4. DATA PROTECTION BY DESIGN AND BY DEFAULT
The concept of “Privacy by Design” has been introduced to guarantee a new technology’s compliance with data security and protection already at its design stage. The aim is to protect the users’ privacy and give them control over their data.
“Privacy by Default” is similar to “Privacy by Design” on a technical level: a product’s settings have to be “data-security-friendly” by default (e.g. the setting of cookies is prohibited or only permitted with the user’s consent).
WHAT CAN BUSINESSES DO FOR NOW?
It is advisable that businesses already start preparing for the implementation of the new EU General Data Protection Regulation now, in order to avoid unpleasant surprises in May 2018:
- All of the above will result in (substantial) costs of implementation. Make sure you plan for these in your future budget.
- The new data protection comes with a comprehensive accountability and documentation obligation. Consider now how and through which means you will be able to adhere to it in the future.

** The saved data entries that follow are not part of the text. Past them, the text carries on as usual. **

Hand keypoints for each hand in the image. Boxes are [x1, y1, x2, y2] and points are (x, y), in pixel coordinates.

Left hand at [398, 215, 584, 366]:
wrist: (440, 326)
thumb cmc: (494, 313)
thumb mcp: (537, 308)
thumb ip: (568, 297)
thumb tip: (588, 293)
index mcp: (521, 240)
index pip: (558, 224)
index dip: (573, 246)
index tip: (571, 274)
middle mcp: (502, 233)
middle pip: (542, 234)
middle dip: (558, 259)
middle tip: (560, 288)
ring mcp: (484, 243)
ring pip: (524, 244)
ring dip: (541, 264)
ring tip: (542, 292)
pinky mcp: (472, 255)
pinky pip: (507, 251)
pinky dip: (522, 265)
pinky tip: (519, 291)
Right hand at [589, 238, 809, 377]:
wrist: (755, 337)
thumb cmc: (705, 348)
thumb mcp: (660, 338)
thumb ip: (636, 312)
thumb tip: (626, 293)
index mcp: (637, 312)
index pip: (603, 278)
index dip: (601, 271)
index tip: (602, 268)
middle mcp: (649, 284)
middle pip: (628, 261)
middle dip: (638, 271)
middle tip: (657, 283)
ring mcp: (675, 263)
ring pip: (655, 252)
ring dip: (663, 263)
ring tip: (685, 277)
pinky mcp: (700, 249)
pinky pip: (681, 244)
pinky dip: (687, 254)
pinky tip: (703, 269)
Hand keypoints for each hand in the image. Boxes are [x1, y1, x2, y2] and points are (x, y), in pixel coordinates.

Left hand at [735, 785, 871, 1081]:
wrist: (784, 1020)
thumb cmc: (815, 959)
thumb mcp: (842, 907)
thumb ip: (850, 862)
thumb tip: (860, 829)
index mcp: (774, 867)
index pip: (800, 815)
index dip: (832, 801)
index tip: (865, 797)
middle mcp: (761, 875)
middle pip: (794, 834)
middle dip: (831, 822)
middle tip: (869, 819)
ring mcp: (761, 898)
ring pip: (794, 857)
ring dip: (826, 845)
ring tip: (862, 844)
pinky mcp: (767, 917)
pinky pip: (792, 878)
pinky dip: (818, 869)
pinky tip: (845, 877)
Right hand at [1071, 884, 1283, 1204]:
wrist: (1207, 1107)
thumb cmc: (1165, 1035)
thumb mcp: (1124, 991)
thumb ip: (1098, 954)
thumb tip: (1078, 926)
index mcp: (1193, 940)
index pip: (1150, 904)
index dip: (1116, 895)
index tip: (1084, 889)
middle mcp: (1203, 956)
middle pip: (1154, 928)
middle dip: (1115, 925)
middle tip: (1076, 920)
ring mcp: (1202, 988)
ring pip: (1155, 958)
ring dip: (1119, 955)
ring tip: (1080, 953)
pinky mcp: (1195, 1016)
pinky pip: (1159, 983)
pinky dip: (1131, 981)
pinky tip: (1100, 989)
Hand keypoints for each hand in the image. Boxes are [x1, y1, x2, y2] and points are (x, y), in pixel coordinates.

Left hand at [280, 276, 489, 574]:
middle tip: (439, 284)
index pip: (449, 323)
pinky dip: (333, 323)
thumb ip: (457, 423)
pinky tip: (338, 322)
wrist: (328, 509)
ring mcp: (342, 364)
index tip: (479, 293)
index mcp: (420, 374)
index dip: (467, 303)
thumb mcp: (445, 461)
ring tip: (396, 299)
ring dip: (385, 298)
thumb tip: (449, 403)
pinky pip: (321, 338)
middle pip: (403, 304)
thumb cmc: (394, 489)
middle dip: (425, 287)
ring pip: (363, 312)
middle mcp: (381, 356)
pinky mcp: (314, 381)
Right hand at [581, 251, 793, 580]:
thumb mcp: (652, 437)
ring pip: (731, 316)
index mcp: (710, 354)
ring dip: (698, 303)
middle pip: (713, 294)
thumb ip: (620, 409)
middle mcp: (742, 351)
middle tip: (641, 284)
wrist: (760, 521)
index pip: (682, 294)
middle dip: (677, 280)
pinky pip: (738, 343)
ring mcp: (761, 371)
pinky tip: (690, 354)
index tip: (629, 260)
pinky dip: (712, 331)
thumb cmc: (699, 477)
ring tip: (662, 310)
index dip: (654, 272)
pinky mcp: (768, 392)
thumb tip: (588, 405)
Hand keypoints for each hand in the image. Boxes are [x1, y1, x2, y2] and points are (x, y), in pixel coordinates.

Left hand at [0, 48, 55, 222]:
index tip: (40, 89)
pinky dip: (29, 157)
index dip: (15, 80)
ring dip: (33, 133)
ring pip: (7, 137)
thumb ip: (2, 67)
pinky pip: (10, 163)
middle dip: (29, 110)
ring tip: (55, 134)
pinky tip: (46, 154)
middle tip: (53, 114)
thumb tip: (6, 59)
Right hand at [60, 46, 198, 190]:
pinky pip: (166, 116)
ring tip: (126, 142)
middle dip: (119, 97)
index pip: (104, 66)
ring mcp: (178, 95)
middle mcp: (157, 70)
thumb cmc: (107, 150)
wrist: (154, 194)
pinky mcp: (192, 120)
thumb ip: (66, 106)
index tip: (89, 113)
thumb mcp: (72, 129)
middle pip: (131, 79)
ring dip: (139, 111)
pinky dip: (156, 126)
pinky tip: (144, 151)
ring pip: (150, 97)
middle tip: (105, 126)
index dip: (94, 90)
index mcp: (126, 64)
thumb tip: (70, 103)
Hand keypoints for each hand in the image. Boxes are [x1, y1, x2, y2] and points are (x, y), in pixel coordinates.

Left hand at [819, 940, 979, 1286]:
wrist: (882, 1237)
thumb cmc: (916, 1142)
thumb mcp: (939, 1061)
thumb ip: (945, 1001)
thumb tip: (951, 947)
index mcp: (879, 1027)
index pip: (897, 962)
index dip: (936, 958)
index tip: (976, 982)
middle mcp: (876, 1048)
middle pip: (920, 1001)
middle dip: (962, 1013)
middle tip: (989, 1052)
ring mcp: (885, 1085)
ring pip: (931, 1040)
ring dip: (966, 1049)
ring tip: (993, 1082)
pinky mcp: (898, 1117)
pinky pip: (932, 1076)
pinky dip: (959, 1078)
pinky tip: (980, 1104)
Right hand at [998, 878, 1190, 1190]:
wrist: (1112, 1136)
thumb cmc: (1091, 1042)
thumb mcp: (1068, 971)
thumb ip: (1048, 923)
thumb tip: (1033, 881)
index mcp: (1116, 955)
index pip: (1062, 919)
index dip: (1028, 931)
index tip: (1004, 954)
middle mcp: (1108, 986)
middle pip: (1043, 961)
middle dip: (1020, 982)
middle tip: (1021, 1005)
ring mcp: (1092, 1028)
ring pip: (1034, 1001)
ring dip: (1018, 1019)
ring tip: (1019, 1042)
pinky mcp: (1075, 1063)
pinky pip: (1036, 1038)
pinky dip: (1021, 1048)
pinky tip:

- A detailed definition by national lawmakers may still be pending – but it is already apparent that the GDPR stipulates for most businesses to provide a data protection officer. Now is the best time to assess your company’s internal situation and get external help if required.
- Devise a plan. Transforming bigger businesses for the General Data Protection Regulation will be a challenge. Start with it early enough – some work steps can be carried out now.
- Plan your resources, both regarding personnel and budget. There will be a lot of changes, and a lot of adjustments resulting from these.
- Carry out a risk assessment. Which risks and threats do your business face?
- Where does your business stand today and what will you have to do in order to comply with the GDPR?
- Assess if your current data management processes meet the requirements.
- Check now which of your company’s systems and software – from your accounting system to your data storage solution – may be affected by the new legislation.
Data protection is not a product, but a process! With this in mind, even the challenges of the new EU General Data Protection Regulation can be overcome.